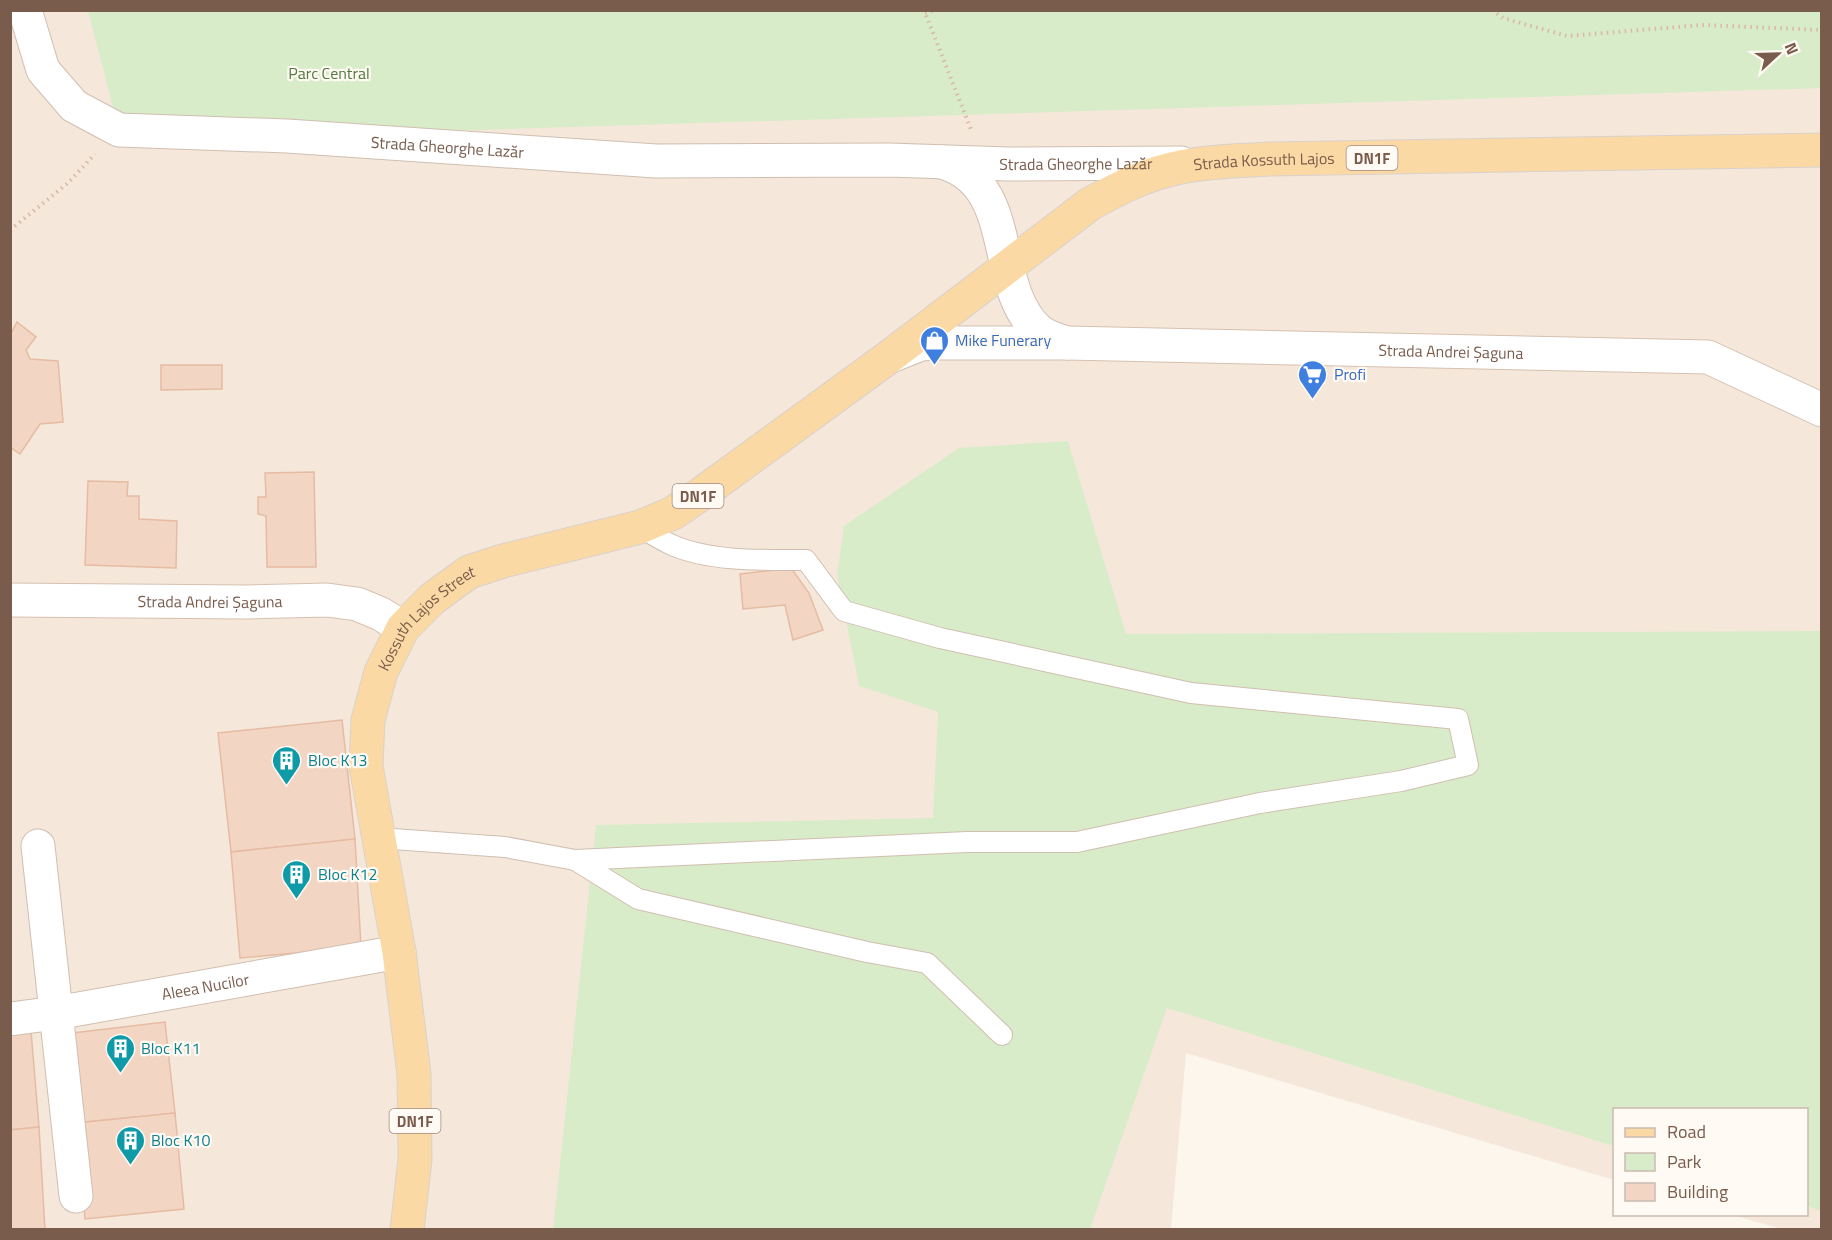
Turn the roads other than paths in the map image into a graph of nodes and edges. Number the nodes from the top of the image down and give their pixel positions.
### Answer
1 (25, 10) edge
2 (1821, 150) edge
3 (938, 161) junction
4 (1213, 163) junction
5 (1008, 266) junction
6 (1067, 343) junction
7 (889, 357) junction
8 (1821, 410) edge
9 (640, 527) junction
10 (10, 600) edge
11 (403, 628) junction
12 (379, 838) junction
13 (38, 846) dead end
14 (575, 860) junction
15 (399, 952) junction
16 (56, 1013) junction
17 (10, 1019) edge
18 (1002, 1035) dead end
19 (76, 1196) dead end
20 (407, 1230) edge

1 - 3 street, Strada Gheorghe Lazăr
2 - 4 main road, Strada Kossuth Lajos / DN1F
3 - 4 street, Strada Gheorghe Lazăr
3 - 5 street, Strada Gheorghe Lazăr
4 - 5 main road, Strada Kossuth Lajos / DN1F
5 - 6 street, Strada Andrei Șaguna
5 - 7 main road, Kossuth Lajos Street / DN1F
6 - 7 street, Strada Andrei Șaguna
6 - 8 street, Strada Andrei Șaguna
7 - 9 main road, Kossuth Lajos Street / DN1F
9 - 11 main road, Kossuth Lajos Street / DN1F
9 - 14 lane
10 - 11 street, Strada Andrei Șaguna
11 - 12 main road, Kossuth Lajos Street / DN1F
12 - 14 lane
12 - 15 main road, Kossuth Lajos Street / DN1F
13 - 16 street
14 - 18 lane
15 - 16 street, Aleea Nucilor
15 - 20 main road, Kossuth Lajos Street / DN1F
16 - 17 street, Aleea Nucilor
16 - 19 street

Problem to work on: Set down the material word for word, and drop every picture from it.

Task output:
Turn the roads other than paths in the map image into a graph of nodes and edges. Number the nodes from the top of the image down and give their pixel positions.
### Answer
1 (25, 10) edge
2 (1821, 150) edge
3 (938, 161) junction
4 (1213, 163) junction
5 (1008, 266) junction
6 (1067, 343) junction
7 (889, 357) junction
8 (1821, 410) edge
9 (640, 527) junction
10 (10, 600) edge
11 (403, 628) junction
12 (379, 838) junction
13 (38, 846) dead end
14 (575, 860) junction
15 (399, 952) junction
16 (56, 1013) junction
17 (10, 1019) edge
18 (1002, 1035) dead end
19 (76, 1196) dead end
20 (407, 1230) edge

1 - 3 street, Strada Gheorghe Lazăr
2 - 4 main road, Strada Kossuth Lajos / DN1F
3 - 4 street, Strada Gheorghe Lazăr
3 - 5 street, Strada Gheorghe Lazăr
4 - 5 main road, Strada Kossuth Lajos / DN1F
5 - 6 street, Strada Andrei Șaguna
5 - 7 main road, Kossuth Lajos Street / DN1F
6 - 7 street, Strada Andrei Șaguna
6 - 8 street, Strada Andrei Șaguna
7 - 9 main road, Kossuth Lajos Street / DN1F
9 - 11 main road, Kossuth Lajos Street / DN1F
9 - 14 lane
10 - 11 street, Strada Andrei Șaguna
11 - 12 main road, Kossuth Lajos Street / DN1F
12 - 14 lane
12 - 15 main road, Kossuth Lajos Street / DN1F
13 - 16 street
14 - 18 lane
15 - 16 street, Aleea Nucilor
15 - 20 main road, Kossuth Lajos Street / DN1F
16 - 17 street, Aleea Nucilor
16 - 19 street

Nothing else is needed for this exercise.